*** Records supplied ***

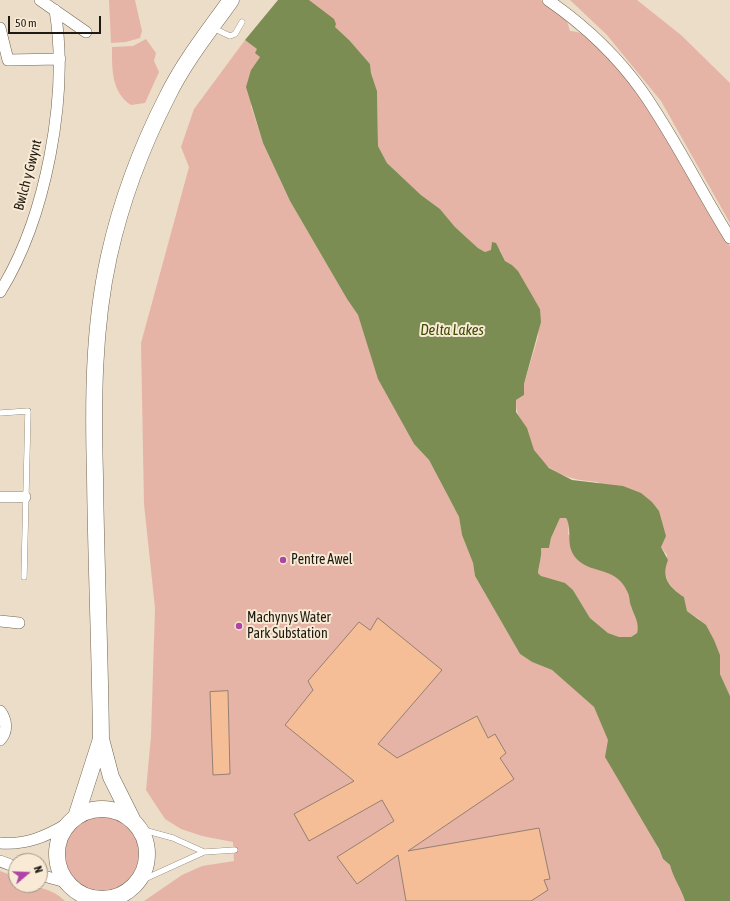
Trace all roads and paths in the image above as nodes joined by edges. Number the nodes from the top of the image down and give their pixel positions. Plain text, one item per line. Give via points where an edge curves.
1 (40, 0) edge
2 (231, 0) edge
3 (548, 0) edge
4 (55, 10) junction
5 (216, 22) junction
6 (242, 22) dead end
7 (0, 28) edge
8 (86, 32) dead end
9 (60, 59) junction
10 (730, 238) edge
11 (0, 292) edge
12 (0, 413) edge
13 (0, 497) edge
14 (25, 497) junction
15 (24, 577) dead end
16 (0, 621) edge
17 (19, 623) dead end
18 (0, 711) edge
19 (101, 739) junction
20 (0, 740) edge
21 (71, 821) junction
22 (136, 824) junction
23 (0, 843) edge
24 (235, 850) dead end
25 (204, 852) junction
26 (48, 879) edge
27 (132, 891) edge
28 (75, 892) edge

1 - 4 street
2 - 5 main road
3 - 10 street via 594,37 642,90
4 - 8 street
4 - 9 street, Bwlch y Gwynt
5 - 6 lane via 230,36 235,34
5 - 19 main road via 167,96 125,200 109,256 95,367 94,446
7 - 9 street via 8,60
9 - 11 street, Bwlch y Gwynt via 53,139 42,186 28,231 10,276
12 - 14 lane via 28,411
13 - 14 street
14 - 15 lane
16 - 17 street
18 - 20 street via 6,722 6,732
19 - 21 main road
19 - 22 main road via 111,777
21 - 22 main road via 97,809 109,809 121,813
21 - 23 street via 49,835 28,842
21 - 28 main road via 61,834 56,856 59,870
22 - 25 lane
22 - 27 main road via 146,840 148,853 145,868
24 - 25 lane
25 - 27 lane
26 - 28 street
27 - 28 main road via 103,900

*** End of Records supplied ***

**Brief**. The records above should be repeated exactly, with no pictures in the copy.

**Output**.
Trace all roads and paths in the image above as nodes joined by edges. Number the nodes from the top of the image down and give their pixel positions. Plain text, one item per line. Give via points where an edge curves.
1 (40, 0) edge
2 (231, 0) edge
3 (548, 0) edge
4 (55, 10) junction
5 (216, 22) junction
6 (242, 22) dead end
7 (0, 28) edge
8 (86, 32) dead end
9 (60, 59) junction
10 (730, 238) edge
11 (0, 292) edge
12 (0, 413) edge
13 (0, 497) edge
14 (25, 497) junction
15 (24, 577) dead end
16 (0, 621) edge
17 (19, 623) dead end
18 (0, 711) edge
19 (101, 739) junction
20 (0, 740) edge
21 (71, 821) junction
22 (136, 824) junction
23 (0, 843) edge
24 (235, 850) dead end
25 (204, 852) junction
26 (48, 879) edge
27 (132, 891) edge
28 (75, 892) edge

1 - 4 street
2 - 5 main road
3 - 10 street via 594,37 642,90
4 - 8 street
4 - 9 street, Bwlch y Gwynt
5 - 6 lane via 230,36 235,34
5 - 19 main road via 167,96 125,200 109,256 95,367 94,446
7 - 9 street via 8,60
9 - 11 street, Bwlch y Gwynt via 53,139 42,186 28,231 10,276
12 - 14 lane via 28,411
13 - 14 street
14 - 15 lane
16 - 17 street
18 - 20 street via 6,722 6,732
19 - 21 main road
19 - 22 main road via 111,777
21 - 22 main road via 97,809 109,809 121,813
21 - 23 street via 49,835 28,842
21 - 28 main road via 61,834 56,856 59,870
22 - 25 lane
22 - 27 main road via 146,840 148,853 145,868
24 - 25 lane
25 - 27 lane
26 - 28 street
27 - 28 main road via 103,900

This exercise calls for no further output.